Kierkegaard then introduces the concept of “the Christian like-for-like,” which is the central and decisive category of “Works of Love.” The latter is introduced by distinguishing it from what Kierkegaard calls “the Jewish like-for-like,” by which he means “an eye for an eye, a tooth for a tooth”: namely a conception of obligation based on the equality and reciprocity of self and other. Although, as a cursory reading of Franz Rosenzweig’s “The Star of Redemption” — one of the great works of German-Jewish thought — could easily show, this is a stereotypical and limited picture of Judaism, Kierkegaard’s point is that Christian love cannot be reduced to what he calls the “worldly” conception of love where you do unto others what others do unto you and no more. The Christian like-for-like brackets out the question of what others may owe to me and instead, “makes every relationship to other human beings into a God-relationship.”

This move coincides with a shift from the external to the inward. Although the Christian, for Kierkegaard, “must remain in the world and the relationships of earthly life allotted to him,” he or she views those relationships from the standpoint of inwardness, that is, mediated through the relationship to God. As Kierkegaard puts it emphatically in Part One of “Works of Love”:

Worldly wisdom thinks that love is a relationship between man and man. Christianity teaches that love is a relationship between: man-God-man, that is, that God is the middle term.

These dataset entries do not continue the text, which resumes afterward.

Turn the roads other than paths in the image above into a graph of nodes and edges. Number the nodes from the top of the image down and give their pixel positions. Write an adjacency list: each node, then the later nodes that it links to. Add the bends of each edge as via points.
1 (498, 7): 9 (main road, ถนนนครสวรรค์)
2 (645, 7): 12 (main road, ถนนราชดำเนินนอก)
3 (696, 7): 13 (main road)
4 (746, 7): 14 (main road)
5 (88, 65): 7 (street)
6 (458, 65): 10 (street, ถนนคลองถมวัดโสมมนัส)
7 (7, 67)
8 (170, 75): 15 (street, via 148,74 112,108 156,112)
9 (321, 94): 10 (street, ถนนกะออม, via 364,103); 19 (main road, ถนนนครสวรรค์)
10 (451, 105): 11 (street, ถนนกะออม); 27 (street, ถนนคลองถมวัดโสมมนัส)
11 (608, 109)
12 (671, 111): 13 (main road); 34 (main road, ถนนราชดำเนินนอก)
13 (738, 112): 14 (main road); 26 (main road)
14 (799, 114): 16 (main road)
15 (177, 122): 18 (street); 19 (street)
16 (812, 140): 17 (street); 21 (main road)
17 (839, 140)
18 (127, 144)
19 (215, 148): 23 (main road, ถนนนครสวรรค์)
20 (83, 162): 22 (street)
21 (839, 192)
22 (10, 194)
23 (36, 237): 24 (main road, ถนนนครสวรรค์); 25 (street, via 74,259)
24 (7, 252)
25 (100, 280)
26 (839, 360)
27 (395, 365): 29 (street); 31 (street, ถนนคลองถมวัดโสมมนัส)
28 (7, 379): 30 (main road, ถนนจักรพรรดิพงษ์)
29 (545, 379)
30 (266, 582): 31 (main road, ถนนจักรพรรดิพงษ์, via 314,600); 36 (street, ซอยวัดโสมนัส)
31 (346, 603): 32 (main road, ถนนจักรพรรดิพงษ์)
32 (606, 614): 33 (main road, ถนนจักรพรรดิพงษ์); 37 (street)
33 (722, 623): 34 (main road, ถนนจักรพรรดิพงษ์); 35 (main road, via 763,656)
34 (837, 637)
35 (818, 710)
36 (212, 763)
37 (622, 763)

The rigor of Christianity is a conception of love based on radical inequality, namely the absolute difference between the human and the divine. This is how Kierkegaard interprets Jesus’s words from the Sermon on the Mount, “Why do you see the speck that is in your brother’s eye, but do not notice the log that is in your own eye.”(Matthew, 7:3) The log in my own eye does not permit me to judge the speck in the other’s. Rather, I should abstain from any judgment of what others might or might not do. To judge others is to view matters from the standpoint of externality rather than inwardness. It is arrogance and impertinence. What others owe to me is none of my business.

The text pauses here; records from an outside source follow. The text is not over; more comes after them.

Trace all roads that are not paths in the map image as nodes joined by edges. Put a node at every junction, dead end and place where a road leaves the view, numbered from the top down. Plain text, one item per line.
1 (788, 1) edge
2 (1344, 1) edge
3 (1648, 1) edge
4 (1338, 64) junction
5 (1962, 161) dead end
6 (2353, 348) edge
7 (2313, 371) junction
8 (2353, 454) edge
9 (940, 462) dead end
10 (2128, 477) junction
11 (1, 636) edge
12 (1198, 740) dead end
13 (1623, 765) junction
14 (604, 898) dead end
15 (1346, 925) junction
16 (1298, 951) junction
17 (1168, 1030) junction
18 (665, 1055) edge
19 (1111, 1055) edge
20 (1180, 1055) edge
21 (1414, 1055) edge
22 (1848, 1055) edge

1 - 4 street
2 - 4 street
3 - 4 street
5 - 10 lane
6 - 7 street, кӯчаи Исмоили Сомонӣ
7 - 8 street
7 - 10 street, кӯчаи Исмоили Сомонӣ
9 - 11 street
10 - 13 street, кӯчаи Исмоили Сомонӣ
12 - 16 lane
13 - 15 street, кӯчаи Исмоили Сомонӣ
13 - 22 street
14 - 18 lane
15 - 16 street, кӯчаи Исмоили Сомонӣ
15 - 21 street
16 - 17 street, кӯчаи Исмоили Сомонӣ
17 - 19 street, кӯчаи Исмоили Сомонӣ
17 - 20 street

This is why it is very hard to be Christian. And maybe there are not as many true Christians around as one might have thought. Kierkegaard writes, “Christianly understood you have absolutely nothing to do with what others do to you.” “Essentially,” he continues, “you have only to do with yourself before God.” Once again, the move to inwardness does not turn human beings away from the world, it is rather, “a new version of what other men call reality, this is reality.”

The address of Kierkegaard’s writing has a specific direction: the second person singular, you. He tells the story from the Gospels (versions appears in Matthew and Luke) of the Roman centurion in Capernaum who approached Jesus and asked him to cure his servant or boy, the sense is ambiguous, “sick with the palsy, grievously tormented.”(Matthew, 8:6) After Jesus said that he would visit the boy, the centurion confessed that, as a representative of the occupying imperial authority with soldiers under his command, he did not feel worthy that Jesus should enter his house. When Jesus heard this he declared that he had not experienced a person of such great faith in the whole of Israel. He added, and this is the line that interests Kierkegaard, “Be it done for you, as you believed.”

Love is that disciplined act of absolute spiritual daring that eviscerates the old self.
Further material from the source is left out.